Our results suggest a high frequency of sensitization to grass pollen extracts from the Poaceae family among patients with seasonal allergic rhinitis. Overall, sensitization to the Pooidae subfamily was the most common, where Phalaris arundinacea presented the highest frequency (62.2%). Positive reactions to allergens from the Chloridoideae and the Panicoideae subfamilies exhibited lower SPT response than allergens from the Pooideae subfamily. Even though the proportion of patients presenting with asthma (46.9%) was higher than those with conjunctivitis (22.6%), there was only a statistically significant association between sensitization to Festuca arundinacea, Phalaris arundinacea, and Paspalum notatum, with conjunctivitis.

Declarations

Ethics approval and consent to participate

This study was approved by the ethics committee Comité de ética e Investigación en Seres Humanos (CEISH) in accordance to the principles established by the declaration of Helsinki.

Consent for publication

Not applicable.

Availability of data and materials

The datasets used and/or analyzed during the current study are available from the corresponding author on reasonable request.

Funding

This study was partially supported by an unrestricted grant from Universidad Espíritu Santo.

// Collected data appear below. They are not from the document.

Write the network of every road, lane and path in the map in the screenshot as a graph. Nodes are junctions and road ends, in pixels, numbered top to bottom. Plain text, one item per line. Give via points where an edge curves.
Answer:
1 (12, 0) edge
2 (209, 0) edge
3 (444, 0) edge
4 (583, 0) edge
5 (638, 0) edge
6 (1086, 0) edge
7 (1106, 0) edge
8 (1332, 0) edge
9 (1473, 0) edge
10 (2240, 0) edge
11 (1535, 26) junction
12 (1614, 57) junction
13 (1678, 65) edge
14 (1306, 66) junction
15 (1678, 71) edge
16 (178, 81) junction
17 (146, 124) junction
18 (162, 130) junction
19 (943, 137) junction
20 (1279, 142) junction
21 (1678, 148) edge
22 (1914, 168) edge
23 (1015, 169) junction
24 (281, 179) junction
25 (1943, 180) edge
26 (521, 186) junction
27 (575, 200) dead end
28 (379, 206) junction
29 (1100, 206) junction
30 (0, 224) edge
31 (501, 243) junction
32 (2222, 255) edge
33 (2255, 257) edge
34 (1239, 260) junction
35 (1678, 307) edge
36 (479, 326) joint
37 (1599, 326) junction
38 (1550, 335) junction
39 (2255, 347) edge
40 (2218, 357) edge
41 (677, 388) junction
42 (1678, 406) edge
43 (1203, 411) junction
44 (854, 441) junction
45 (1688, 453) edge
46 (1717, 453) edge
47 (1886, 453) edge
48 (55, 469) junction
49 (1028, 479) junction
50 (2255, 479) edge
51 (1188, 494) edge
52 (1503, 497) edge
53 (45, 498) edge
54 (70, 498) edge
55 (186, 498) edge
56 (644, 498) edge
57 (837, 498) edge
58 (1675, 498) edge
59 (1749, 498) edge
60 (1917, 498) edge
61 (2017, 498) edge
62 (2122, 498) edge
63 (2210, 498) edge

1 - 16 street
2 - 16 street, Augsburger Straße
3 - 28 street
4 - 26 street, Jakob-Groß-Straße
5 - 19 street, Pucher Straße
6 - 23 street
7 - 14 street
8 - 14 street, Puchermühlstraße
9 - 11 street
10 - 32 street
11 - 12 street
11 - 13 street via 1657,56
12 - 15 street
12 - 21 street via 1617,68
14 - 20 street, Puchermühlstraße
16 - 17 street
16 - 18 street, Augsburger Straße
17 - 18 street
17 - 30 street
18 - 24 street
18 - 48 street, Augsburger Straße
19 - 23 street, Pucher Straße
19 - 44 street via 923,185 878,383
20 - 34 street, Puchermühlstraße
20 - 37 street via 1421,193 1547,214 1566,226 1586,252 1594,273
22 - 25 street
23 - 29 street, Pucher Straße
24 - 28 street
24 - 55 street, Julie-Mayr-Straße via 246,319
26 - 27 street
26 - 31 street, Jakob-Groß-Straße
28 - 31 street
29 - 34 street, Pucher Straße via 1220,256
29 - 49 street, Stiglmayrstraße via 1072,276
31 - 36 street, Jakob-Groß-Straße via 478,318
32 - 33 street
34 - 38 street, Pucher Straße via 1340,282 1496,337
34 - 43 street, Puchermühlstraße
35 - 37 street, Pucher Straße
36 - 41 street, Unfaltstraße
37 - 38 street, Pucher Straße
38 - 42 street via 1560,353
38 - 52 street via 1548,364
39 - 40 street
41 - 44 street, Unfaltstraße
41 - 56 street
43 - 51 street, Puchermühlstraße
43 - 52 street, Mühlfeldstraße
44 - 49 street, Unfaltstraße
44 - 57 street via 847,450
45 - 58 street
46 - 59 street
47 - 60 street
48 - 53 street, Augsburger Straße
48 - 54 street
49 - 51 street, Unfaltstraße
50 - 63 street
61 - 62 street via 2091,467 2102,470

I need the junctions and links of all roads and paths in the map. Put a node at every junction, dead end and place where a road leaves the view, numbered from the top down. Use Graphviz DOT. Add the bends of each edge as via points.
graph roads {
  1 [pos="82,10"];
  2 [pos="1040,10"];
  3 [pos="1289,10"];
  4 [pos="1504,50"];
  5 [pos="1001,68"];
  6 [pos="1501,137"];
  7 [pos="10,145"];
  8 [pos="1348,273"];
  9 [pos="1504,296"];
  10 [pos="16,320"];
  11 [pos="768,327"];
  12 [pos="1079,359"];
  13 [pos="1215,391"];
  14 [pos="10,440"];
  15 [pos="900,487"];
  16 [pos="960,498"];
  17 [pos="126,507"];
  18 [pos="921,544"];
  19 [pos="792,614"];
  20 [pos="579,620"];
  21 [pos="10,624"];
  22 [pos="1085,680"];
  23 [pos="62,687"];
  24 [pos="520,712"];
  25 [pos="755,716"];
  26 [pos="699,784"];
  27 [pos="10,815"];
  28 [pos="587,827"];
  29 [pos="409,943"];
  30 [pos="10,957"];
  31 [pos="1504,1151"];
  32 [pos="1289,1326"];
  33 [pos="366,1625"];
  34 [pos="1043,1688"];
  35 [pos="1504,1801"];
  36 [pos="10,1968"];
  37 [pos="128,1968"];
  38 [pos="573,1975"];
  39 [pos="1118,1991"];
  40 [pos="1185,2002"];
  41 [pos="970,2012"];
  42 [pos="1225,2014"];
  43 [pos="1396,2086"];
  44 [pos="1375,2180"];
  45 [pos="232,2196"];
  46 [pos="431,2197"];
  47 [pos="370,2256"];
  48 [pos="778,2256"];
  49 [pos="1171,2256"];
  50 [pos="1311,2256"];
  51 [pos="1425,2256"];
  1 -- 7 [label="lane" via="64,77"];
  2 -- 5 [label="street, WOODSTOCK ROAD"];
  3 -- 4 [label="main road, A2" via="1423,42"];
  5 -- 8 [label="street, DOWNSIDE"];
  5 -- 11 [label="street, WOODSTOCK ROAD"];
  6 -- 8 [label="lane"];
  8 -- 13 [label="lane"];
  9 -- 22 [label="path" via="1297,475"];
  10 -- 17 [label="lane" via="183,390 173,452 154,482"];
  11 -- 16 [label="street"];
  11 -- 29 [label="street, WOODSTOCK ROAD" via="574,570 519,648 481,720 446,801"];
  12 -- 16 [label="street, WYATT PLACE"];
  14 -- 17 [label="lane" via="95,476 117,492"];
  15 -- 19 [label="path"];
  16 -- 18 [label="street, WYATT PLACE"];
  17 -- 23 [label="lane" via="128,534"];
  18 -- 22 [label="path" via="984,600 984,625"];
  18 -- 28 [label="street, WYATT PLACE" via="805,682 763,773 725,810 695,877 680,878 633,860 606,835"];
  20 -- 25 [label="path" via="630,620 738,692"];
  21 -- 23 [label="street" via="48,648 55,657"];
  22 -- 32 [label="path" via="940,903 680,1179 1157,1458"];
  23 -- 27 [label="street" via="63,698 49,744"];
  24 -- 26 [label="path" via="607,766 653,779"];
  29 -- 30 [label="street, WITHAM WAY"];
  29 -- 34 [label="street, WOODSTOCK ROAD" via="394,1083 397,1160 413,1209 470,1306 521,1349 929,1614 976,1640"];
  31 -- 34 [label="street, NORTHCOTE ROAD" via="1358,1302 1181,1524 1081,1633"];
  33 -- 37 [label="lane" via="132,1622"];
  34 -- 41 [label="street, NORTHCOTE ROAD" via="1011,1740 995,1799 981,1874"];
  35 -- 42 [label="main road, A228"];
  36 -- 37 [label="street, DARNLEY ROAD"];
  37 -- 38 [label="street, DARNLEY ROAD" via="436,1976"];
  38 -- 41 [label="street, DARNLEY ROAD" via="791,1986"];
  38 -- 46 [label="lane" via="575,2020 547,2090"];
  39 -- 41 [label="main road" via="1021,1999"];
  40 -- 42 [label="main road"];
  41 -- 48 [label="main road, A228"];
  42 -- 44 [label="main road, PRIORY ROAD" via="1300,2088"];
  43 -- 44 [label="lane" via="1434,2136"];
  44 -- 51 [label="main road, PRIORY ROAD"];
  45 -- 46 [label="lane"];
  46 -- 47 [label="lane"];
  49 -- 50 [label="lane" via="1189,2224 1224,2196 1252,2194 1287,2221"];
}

The sponsor had no role in the design of the study or in the collection, analysis, and interpretation of data.

Competing interest

The authors declare no relevant conflicts of interest related to this work.

Author's contributions

Authors have made substantial contributions to conception and design, acquisition, analysis and interpretation of data, have been involved in drafting the manuscript or revising it critically for important intellectual content, and given final approval of the version to be published. GDR, LBB, VV participated in the recollection of data. EV performed the statistical analyses. GDR, EV, MF, ICO participated in the interpretation of analyses, figures, tables, and drafting of the manuscript. EV, MF collaborated in revising and improving the final version of the manuscript. All authors read and approved the final version.